**ACTIVITY**
Only lines holding the word "value" are wanted from the records; copy all of them.

═══

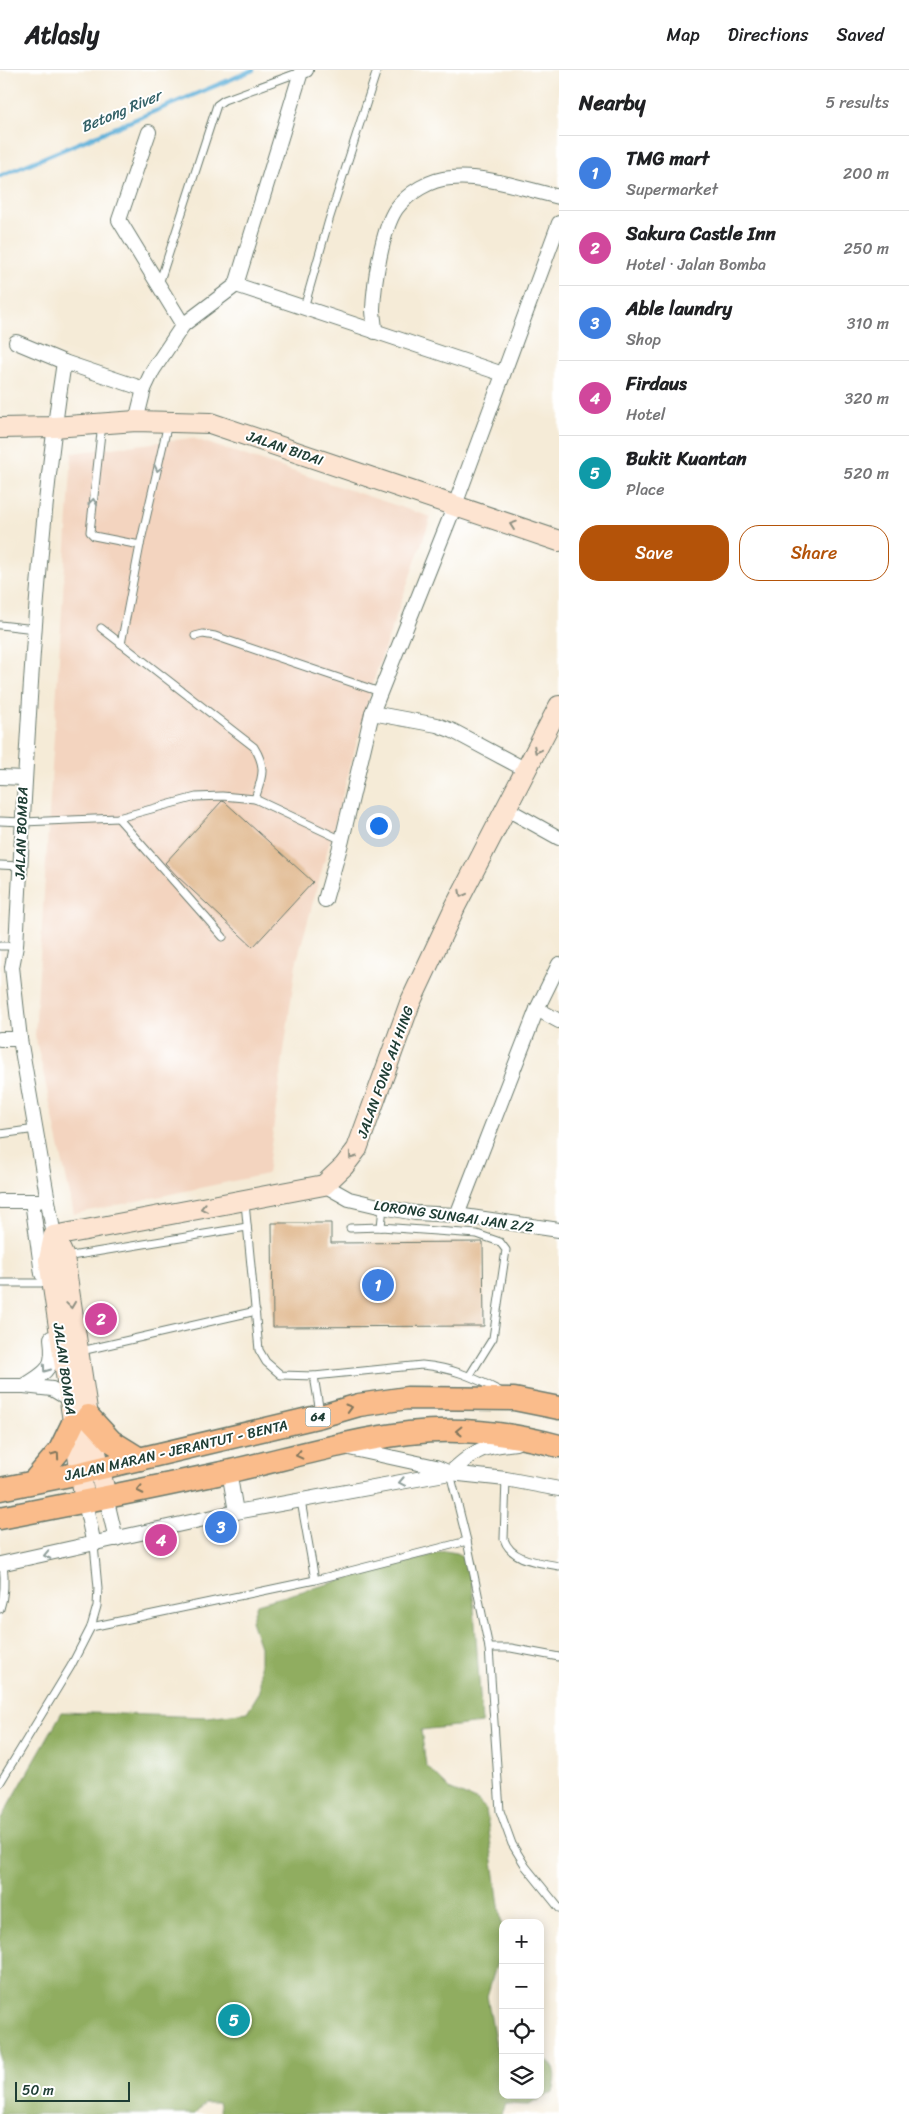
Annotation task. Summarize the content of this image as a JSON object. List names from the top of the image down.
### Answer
{
  "streets": {
    "main road": [
      "JALAN BIDAI",
      "JALAN BOMBA",
      "JALAN FONG AH HING",
      "64",
      "JALAN MARAN - JERANTUT - BENTA"
    ],
    "street": ["LORONG SUNGAI JAN 2/2"]
  },
  "crossings": [
    ["JALAN BIDAI", "JALAN BOMBA"],
    ["JALAN BOMBA", "JALAN MARAN - JERANTUT - BENTA"],
    ["JALAN FONG AH HING", "LORONG SUNGAI JAN 2/2"]
  ],
  "one_way": ["JALAN FONG AH HING"],
  "water": ["Betong River"],
  "scale_bar": "50 m",
  "page": {
    "header": "Atlasly",
    "nav": ["Map", "Directions", "Saved"],
    "heading": ["Nearby", "5 results"],
    "list": [
      {
        "mark": "1",
        "name": "TMG mart",
        "note": "Supermarket",
        "value": "200 m"
      },
      {
        "mark": "2",
        "name": "Sakura Castle Inn",
        "note": "Hotel · Jalan Bomba",
        "value": "250 m"
      },
      {
        "mark": "3",
        "name": "Able laundry",
        "note": "Shop",
        "value": "310 m"
      },
      {
        "mark": "4",
        "name": "Firdaus",
        "note": "Hotel",
        "value": "320 m"
      },
      {
        "mark": "5",
        "name": "Bukit Kuantan",
        "note": "Place",
        "value": "520 m"
      }
    ],
    "buttons": ["Save", "Share"],
    "pins": [
      "1",
      "2",
      "3",
      "4",
      "5"
    ],
    "map_buttons": ["+", "−"],
    "scale": "50 m"
  }
}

═══

**OUTPUT BELOW**
        "value": "200 m"
        "value": "250 m"
        "value": "310 m"
        "value": "320 m"
        "value": "520 m"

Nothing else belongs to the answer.